As a professional software tester, I understand the challenges that come with setting up UAT tests for larger software products. While it depends on the specific needs of the end-client, there are some general guidelines that can be helpful.

  1. Level of detail: It's important to strike a balance between providing enough detail for the users to follow, but not so much that it becomes too prescriptive. I recommend providing enough detail for users to understand the overall goal of the test and what actions are required, without detailing every single step. For example, "Click Refresh" is sufficient.

  2. Every feature vs high-level workflow: While it's tempting to test every possible combination, it's more practical to focus on the main workflows that the end-users will be using. This will give them a better sense of how the product will work in their environment. However, it's important to include some exception cases to test how the system handles unexpected scenarios.

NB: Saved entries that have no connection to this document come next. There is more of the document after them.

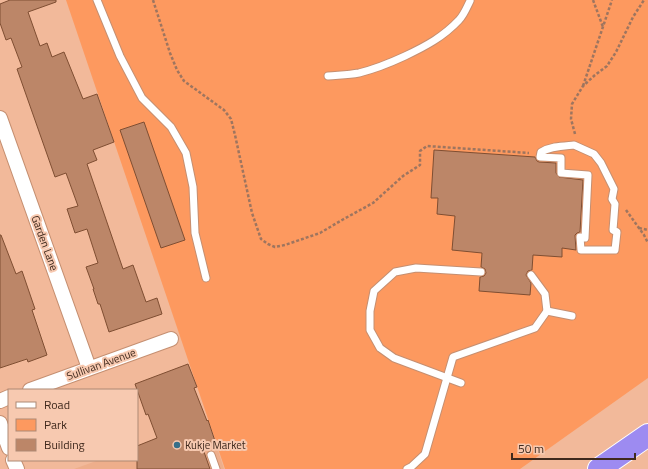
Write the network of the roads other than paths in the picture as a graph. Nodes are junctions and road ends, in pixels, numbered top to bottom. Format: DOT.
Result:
graph roads {
  1 [pos="96,0"];
  2 [pos="470,1"];
  3 [pos="328,76"];
  4 [pos="0,118"];
  5 [pos="613,195"];
  6 [pos="481,272"];
  7 [pos="531,275"];
  8 [pos="206,278"];
  9 [pos="547,311"];
  10 [pos="572,316"];
  11 [pos="172,339"];
  12 [pos="89,368"];
  13 [pos="447,378"];
  14 [pos="461,383"];
  15 [pos="33,389"];
  16 [pos="0,423"];
  17 [pos="648,435"];
  18 [pos="8,445"];
  19 [pos="211,455"];
  20 [pos="216,469"];
  21 [pos="407,469"];
  22 [pos="600,469"];
  1 -- 8 [label="lane"];
  2 -- 3 [label="lane"];
  4 -- 12 [label="street, Garden Lane"];
  5 -- 5 [label="lane"];
  6 -- 13 [label="lane"];
  7 -- 9 [label="lane"];
  9 -- 10 [label="lane"];
  9 -- 13 [label="lane"];
  11 -- 12 [label="street, Sullivan Avenue"];
  12 -- 15 [label="street, Sullivan Avenue"];
  13 -- 14 [label="lane"];
  13 -- 21 [label="lane"];
  16 -- 18 [label="street"];
  17 -- 22 [label="highway"];
  19 -- 20 [label="lane"];
}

  3. Test coverage vs time investment: It's important to consider how much effort the client is willing to invest in testing. I recommend focusing on the most critical workflows and ensuring they are thoroughly tested, rather than trying to achieve full test coverage.

  4. Prior knowledge: Depending on the complexity of the application, it may be necessary to provide some basic training to users before running the UAT suite. It's important to ensure that users have a basic understanding of the system and the workflows they will be testing.

  5. Random data vs exact steps: Providing exact steps and data may not be necessary for UAT, as it's important for users to be able to explore and test the system as they would in a real-world scenario. However, providing some basic testing data and scenarios can be helpful in guiding users and ensuring consistency in testing.

Ultimately, the best approach to setting up UAT tests for larger software products will depend on the specific needs and expectations of the end-client. I recommend having open communication with the users to understand their requirements and working together to develop a UAT testing suite that meets their needs.